On October 9, 1943, complainants filed their joint protest against Supplementary Order No. 57, issued September 11, 1943, and against the provisions of the amended Revised Regulation, above summarized, establishing maximum prices for live poultry in terms of U. S. Standards.3 The protest challenged the grading provisions as being in violation of the Taft Amendment, and asserted that “there was no basis in fact for the determination by the Administrator that there was no practical alternative for securing effective price control with respect to poultry”. Accompanying the protest and in support thereof was an affidavit by complainants’ attorney, who qualified himself as an expert on the basis of his personal knowledge and study of the industry, in which he had formerly been actively engaged as a slaughterhouse operator in Brooklyn, New York.
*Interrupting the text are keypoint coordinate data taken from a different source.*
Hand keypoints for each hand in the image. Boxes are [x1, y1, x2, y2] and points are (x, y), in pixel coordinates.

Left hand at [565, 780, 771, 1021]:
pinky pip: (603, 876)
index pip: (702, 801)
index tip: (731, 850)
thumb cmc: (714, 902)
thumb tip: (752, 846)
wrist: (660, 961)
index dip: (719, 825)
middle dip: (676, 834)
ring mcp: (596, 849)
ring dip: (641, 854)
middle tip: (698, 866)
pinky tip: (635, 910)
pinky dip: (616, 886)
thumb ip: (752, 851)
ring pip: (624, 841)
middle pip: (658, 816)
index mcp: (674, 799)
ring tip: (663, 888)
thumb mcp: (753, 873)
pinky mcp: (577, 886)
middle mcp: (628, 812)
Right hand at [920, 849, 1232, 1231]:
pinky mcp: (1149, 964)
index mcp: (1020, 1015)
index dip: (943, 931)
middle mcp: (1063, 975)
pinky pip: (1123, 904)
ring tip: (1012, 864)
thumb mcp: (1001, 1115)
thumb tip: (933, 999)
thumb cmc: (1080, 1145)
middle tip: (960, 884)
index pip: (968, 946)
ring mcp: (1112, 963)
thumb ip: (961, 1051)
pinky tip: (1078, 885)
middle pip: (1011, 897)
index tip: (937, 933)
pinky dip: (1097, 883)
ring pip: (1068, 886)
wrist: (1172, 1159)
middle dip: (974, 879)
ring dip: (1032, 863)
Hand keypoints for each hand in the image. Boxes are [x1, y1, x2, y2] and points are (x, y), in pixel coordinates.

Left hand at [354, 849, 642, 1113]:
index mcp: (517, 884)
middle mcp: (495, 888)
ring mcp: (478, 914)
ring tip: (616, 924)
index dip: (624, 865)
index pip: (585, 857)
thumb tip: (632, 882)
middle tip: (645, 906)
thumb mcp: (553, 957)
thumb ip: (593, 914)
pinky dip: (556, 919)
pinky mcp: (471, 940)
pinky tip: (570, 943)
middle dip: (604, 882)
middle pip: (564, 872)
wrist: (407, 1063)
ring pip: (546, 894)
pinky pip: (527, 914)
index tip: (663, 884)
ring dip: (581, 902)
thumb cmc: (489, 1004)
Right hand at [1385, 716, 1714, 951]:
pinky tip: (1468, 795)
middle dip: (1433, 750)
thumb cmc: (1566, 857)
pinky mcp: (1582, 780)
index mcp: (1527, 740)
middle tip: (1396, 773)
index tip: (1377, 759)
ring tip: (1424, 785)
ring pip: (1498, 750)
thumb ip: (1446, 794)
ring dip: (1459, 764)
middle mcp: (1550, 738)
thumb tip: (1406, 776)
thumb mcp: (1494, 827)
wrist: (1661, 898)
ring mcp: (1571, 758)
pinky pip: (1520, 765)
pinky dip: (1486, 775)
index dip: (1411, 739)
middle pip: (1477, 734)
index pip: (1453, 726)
By order issued November 24, 1943, the Administrator incorporated into the record of the protest proceedings certain economic data and other facts of which he took official notice. Opportunity was afforded complainants, within thirty days thereafter, to offer evidence in rebuttal or explanation of the economic data so incorporated, and also to offer such further evidence relevant to the objections set forth in the protest as the protestants might desire to present. In response thereto, the protestants offered a rebuttal affidavit by their same attorney.

On March 25, 1944, the Administrator entered an order denying the protest, after which the present complaint was duly filed in this court.

The Administrator made no finding that the prescribed specifications or standards for grading live poultry had been in general use in the industry or had previously been promulgated and their use lawfully required by another Government agency. He bases the challenged grading provisions, not on clause (4) of the Taft Amendment, but rather on clause (3) thereof. Therefore, the main issue is whether the record before us discloses a rational basis for the Administrator’s determination that it was necessary to establish maximum prices for live poultry in terms of grade specifications or standards because “no practicable alternative exists for securing effective price control with respect to such commodity.” The Administrator’s reasons for this conclusion were summarized in a Supplemental Statement of Considerations filed simultaneously with the issuance of Supplementary Order No. 57, as follows (Pike and Fischer OPA Service, 41:-1231-A) :

“Although these standards were not in universal use throughout the poultry industry in the United States at the time of the issuance of Revised Maximum Price Regulation 269, nevertheless they had had sufficiently widespread acceptance by members of the poultry industry to make their adoption for price regulation reasonable and practicable.
“It is the opinion of the Administrator that no effective price control can be achieved in the poultry industry without the use of grade standards. The absence *476of grade standards would permit the poorest quality of poultry to sell at the same price as the finest quality. Consumer protection would be nullified, and the poultry industry, itself, would suffer, because all incentive for producing a premium quality of poultry would be removed.”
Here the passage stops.